(The published questions are a little thin this chapter. Feel free to respond to anything additional that was stirred by the chapter.)
- What are some strengths you have that God may want to use? What are some examples of God using those strengths?
- In what ways do you long to see God's Kingdom come?

The funny thing about reading this chapter is I was reminded how much I love hearing stories about people being dramatically healed. Honestly, usually I start to tear up when I hear those stories. The frustrating thing though is how momentarily my increase in faith and expectation lasts. I will be filled with faith and excitement, but it quickly wains when I get in a situation to pray for someone.
ReplyDeleteThe hope and challenge I hang on to is that I don't just want to share others' stories but I want to have my own stories. But of course to have these stories where you get to see God do amazing things with people, takes risk.
I am one of those people Best talks about who wants to be "anointed" and never have to go through the process of risking. It seems too painful to have to fail and it outweighs the possibility of allowing God to do something through me. So while I really desire the gifts, my desire to give up control or sacrifice doesn't match.
Risk is hard. No question about that. But allowing that fear to control my action has really limited what I allow God to do in and around me.
I'm going to share a couple of lines that really struck me while I was reading.
ReplyDelete"God loves us too much to let us be in control. That is why he has designed a process that is centered in weakness and requires total dependence on him - not simply until we have learned how to do it, but always." pg 62
"If God has spoken and we are willing to give what we have, even our smallest act of obedience could be the raw material for a miracle." pg 76
With both of these quotes I shared, I find myself wondering if I really know the voice of God? How many times have I missed it? The big thing for me is, do I really hear the voice of God? Does it change?
But then I remember that there have been real moments of blessing for others when I go to pray for them. And I had no real clue what was going on. But it was that risking, that leaning on God's truth instead of my own that really struck me. But how quickly I forget those times.
I'm not a risk-taker by nature. I like to have things organized and planned for, etc. Be prepared for anything. But just remembering that God doesn't need all the prep work and organization to be complete in order to do something miraculous is a wonderful reminder. God still moves amongst all the craziness and commotion.
I hope that I get to share healing stories someday.
I find that I am very much like he saw hiimself in the day dream. I feel so nervous when I stand on the edge of the diving platform, but never leave the edge because fear grips me. I hear God saying he will fill the pool, but it never really seems to happen. I feel so often that when I have prayed for people, I don't see healing, and it all blows over. It is as if the diving board was only a few feet off the ground and I jumped feet first. In that, I guess I try out of my own power. I am just confused at why, even when I really feel like I am trying to pray for people in God's way, that they don't seem to get healed. I guess I need to change my expectation that they will be healed immediately.

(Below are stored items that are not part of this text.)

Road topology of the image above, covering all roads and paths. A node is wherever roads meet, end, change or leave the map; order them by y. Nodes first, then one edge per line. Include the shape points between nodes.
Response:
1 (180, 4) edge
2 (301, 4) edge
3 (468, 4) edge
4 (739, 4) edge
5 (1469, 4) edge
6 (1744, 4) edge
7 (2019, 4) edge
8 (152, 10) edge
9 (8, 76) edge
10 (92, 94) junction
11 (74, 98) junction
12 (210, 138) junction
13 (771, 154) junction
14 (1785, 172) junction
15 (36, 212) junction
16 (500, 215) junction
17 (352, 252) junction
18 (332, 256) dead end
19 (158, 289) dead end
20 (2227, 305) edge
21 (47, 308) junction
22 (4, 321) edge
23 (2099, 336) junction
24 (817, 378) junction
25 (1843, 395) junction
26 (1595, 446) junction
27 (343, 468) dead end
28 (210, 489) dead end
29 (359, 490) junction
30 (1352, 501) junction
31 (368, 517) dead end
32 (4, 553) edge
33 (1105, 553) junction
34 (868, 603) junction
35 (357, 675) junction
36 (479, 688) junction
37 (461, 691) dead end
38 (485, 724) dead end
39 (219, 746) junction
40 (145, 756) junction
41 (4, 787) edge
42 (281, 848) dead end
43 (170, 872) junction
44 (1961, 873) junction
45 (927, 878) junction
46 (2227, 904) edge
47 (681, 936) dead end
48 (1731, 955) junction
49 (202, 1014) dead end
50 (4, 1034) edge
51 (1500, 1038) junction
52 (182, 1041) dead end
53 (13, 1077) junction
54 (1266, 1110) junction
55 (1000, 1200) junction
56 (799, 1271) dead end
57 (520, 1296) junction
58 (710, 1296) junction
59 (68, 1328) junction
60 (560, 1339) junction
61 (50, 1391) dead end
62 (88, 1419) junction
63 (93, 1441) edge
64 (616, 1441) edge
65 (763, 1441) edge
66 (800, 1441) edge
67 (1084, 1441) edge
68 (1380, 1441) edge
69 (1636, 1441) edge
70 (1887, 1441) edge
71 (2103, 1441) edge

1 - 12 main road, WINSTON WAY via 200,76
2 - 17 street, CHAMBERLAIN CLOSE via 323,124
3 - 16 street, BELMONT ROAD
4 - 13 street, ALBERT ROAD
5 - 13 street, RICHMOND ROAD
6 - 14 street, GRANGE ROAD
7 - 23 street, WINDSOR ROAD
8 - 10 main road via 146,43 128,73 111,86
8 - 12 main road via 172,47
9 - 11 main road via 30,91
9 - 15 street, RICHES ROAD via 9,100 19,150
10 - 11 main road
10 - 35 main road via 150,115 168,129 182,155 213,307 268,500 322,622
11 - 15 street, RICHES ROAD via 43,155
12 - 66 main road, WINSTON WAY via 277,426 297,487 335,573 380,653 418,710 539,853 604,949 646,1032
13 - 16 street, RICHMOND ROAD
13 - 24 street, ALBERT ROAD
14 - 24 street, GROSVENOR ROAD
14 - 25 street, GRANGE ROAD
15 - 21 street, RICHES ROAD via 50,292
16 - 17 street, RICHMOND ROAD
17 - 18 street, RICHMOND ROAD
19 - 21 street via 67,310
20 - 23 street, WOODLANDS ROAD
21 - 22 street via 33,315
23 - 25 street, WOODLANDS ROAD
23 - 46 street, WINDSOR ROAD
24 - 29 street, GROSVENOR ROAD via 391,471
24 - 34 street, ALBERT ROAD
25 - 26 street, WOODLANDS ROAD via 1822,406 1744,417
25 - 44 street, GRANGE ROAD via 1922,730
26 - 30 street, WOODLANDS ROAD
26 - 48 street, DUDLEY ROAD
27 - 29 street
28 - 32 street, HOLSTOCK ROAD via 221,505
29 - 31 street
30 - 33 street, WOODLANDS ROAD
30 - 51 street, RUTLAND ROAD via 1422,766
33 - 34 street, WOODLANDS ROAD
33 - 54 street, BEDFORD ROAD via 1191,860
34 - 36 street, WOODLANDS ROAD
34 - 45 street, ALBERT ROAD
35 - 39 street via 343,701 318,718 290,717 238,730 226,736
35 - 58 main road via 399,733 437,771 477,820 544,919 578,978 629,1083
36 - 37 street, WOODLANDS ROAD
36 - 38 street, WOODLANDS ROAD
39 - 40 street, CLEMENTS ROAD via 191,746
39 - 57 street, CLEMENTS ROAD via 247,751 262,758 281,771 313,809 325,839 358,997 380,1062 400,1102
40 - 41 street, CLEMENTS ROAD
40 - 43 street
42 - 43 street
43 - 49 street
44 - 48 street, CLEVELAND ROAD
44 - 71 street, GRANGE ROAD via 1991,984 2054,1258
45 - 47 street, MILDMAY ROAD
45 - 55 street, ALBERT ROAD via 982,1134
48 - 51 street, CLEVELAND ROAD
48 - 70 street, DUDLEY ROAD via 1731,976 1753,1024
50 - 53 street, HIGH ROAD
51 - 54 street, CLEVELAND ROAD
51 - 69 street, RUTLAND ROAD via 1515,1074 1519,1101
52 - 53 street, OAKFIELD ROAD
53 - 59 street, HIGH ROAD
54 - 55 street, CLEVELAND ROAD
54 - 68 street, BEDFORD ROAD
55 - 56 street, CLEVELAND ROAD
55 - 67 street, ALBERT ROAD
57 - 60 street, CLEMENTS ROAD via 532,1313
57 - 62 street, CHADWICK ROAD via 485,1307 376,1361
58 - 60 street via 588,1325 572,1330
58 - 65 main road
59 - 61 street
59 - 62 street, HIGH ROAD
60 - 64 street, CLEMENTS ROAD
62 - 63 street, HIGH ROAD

ReplyDeleteI also feel like you both, I hope to have my own stories some day about healing. Things like Sarah beinig healed and then healing the blind man. I truly want that, I want to hear God voice, act on it, and see his show up. One day I guess.
I think the two concepts that came to me in this chapter were:
ReplyDelete1. I think I'm afraid of being "anointed" because I'm afraid it will me turn into someone weird, like one of those cracked up televangelists from TBN. That's what I think it means to have "the anointing", and if that's true, then count me out. Luckily it doesn't happen that way. The one theme that was constant through this chapter was of being open to hearing from God and then responding to what He's doing. One of the stories involved a girl praying for someone for healing. It turns that God DID heal the man powerfully, but the girl never even knew it! All she was doing was being obedient to what God wanted her to do, which is to pray for him and have faith that God will perform a miracle. I think a former pastor of mine summed up this idea best: "All we are is piping".
2. The idea of the participation in miracles vs. the Sovereignty of God. Not to open up any long-debated theological cans or worms, but it's an idea I struggle. If God is sovereign, and has the ability to perform miracles on his own, then why do we need to participate, and why does he need to work through us? I think the simple answer is He doesn't need us to "help him". God's miracles do not depend on our faith or our own personal "holiness". I think the point is that we are chosen be God to be used by him, and somehow during that process we come away different. We've learned something, we've been somehow blessed, we've somehow had our faith and trust in God strengthened be God WANTING to use us. Yes, God can perform miracles in private, but then we would miss out on one of the greatest parts of the Christian life, the opportunity to be used to bless others.
I highlighted the same passage that struck Melanie: "God loves us too much to let us be in control". Control is a facade.